Il suo percorso umano e intellettuale passa anche dall’insegnamento: per trentuno anni è stata docente di Lettere, e il rapporto con i classici ha segnato in modo indelebile la sua formazione e la sua scrittura. Racconta come Dante e l’endecasillabo le risuonino ancora nella mente con la stessa insistenza di una nota musicale, come una goccia che batte senza sosta. Accanto ai grandi autori del passato, ricorda con particolare affetto i poeti del Novecento e, soprattutto, i contemporanei che ha avuto la fortuna di conoscere personalmente e di recensire: poeti e drammaturghi, molti dei quali siciliani, che oggi continuano ad abitare la sua memoria e il suo immaginario.

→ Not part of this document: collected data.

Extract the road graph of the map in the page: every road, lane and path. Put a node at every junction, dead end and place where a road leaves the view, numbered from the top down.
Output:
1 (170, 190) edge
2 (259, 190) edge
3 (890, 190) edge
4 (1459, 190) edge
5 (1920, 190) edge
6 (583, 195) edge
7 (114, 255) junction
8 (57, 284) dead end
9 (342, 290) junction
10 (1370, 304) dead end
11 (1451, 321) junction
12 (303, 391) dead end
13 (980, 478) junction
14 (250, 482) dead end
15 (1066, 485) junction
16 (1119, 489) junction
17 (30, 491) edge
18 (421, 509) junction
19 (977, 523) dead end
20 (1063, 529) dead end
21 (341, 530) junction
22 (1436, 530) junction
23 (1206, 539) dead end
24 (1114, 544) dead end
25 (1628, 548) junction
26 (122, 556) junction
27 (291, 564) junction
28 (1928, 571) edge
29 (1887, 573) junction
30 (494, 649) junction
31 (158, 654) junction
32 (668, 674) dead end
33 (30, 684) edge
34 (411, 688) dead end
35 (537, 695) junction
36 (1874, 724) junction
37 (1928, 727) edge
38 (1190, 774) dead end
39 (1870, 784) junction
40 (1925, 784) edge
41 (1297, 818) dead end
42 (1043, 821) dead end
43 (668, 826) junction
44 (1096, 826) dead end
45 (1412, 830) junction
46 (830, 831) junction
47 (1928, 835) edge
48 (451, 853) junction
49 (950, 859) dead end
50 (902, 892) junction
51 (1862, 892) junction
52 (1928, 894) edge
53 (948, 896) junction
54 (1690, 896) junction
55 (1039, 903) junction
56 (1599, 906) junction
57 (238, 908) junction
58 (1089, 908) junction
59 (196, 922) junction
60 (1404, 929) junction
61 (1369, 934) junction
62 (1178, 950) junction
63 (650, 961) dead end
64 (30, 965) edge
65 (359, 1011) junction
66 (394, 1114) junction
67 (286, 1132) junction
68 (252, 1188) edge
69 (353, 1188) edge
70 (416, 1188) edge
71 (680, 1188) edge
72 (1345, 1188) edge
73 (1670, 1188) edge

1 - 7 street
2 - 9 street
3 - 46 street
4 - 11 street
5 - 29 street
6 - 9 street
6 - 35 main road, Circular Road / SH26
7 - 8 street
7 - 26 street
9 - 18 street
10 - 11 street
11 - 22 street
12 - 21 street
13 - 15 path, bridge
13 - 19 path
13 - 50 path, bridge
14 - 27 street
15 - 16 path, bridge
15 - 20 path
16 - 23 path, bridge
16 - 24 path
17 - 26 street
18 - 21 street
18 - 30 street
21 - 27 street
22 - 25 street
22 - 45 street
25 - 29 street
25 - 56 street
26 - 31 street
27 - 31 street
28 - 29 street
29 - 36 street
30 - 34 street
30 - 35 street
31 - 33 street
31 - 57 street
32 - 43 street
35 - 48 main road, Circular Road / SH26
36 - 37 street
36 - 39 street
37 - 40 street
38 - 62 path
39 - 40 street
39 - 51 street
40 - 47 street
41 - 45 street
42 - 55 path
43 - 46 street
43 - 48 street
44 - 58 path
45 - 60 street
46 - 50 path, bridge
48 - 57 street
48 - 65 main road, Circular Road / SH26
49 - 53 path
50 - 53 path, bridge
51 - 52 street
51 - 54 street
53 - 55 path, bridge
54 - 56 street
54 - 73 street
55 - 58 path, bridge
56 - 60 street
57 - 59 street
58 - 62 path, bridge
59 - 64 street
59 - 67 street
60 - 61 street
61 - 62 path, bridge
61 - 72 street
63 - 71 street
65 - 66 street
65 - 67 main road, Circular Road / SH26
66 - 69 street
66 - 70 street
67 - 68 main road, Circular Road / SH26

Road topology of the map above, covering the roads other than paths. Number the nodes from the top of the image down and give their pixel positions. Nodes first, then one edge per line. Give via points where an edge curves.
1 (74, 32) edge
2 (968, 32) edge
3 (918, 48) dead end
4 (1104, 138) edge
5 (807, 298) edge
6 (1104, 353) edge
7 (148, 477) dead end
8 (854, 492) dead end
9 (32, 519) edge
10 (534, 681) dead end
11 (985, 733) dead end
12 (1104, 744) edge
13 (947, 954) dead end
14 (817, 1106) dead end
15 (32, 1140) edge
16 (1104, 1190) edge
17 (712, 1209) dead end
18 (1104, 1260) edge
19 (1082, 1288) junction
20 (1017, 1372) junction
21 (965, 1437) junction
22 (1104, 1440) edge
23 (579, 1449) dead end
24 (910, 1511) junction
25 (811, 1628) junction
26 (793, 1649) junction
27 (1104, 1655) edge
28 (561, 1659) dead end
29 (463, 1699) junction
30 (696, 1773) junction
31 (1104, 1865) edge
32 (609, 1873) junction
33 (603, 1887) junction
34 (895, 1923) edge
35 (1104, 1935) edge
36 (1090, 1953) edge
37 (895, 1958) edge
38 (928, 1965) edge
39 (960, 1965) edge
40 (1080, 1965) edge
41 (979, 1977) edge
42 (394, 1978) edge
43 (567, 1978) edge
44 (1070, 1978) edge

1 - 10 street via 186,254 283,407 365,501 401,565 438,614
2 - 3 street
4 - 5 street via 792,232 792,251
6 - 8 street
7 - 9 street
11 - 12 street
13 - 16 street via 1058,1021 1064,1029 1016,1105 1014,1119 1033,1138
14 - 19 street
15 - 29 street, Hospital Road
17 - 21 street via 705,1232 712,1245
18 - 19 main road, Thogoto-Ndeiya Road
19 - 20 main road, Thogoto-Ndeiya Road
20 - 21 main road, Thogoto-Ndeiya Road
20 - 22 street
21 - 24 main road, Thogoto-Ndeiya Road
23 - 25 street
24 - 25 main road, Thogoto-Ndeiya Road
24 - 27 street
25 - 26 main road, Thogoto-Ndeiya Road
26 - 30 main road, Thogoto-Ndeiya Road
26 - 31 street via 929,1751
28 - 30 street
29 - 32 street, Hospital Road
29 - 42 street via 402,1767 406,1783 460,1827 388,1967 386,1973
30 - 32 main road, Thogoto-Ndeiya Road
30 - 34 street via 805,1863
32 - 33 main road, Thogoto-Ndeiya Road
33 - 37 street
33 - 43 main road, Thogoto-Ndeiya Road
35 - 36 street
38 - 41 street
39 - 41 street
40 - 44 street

Interrogata sul ruolo della poesia nel mondo contemporaneo, segnato da guerre, crisi ambientali e perdita di sensibilità, la scrittrice risponde senza esitazioni. Ricorda le parole di un poeta a lei caro, Paolo Messina: se si spegne la poesia, si spegne la luce del mondo, perché si spegne la parola. E la parola è comunicazione, relazione, comprensione reciproca. Per questo il ruolo del poeta, dello scrittore, dell’intellettuale è oggi più che mai indispensabile: essere paladino della dignità umana, della giustizia, interprete dei bisogni profondi della società, guida verso la compassione, il perdono, l’amore.
Scrivere, spiega, è anche un esercizio continuo di metamorfosi: significa spogliarsi delle proprie identità per entrare in quelle altrui. Quando costruisce un personaggio, anche lontano nel tempo, cerca di abitare il suo pensiero, di guardare il mondo attraverso i suoi occhi. Questo allenamento all’empatia non riguarda solo lo scrittore, ma anche il lettore che attraverso la letteratura può liberarsi dai propri pregiudizi e vivere le vite degli altri. La parola, in questo senso, spiritualizza la realtà: se il Verbo si è fatto carne, chi scrive compie il percorso inverso, trasformando la carne in verbo.

Licia Cardillo Di Prima riconosce che in ogni sua opera c’è sempre qualcosa di sé, anche quando si nasconde dietro i personaggi. Le storie degli altri vengono vissute come proprie, filtrate, trasformate, fino a diventare parte integrante della sua identità narrativa. Scrivere significa anche “rubare” identità reali, persone conosciute, frammenti di vita, per farli diventare personaggi. E l’obiettivo, confessa, è che chi legge possa ritrovare almeno un frammento di sé in quelle pagine.
Ripercorrendo la sua produzione, ricorda il primo libro pubblicato, “Fiori di aloe”, una raccolta di racconti in gran parte autobiografici, seguiti poi dal suo primo romanzo storico, “Il Giacobino della Sambuca”, nato dalla scoperta casuale del nome di un giovane concittadino morto durante la rivoluzione napoletana. Da lì sono seguiti altri romanzi storici ambientati tra il Cinquecento e il Settecento, lavori di ricerca e saggi che intrecciano letteratura, storia e dialogo immaginario tra grandi figure del passato.
Alla domanda finale su cosa rappresenti per lei la scrittura, risponde con una definizione limpida: “scrivere è stare in compagnia di molti fantasmi creativi”. Non si è mai sentita sola, perché ha sempre dialogato con personaggi sparsi nel tempo, dal Cinquecento ai giorni nostri. La solitudine, confessa, l’ha avvertita solo quando ha smesso di scrivere.
Scrivere, conclude, è anche un modo per non morire. Lasciare qualcosa di scritto significa aspirare all’immortalità: è questa, forse, la spinta più profonda che muove ogni artista.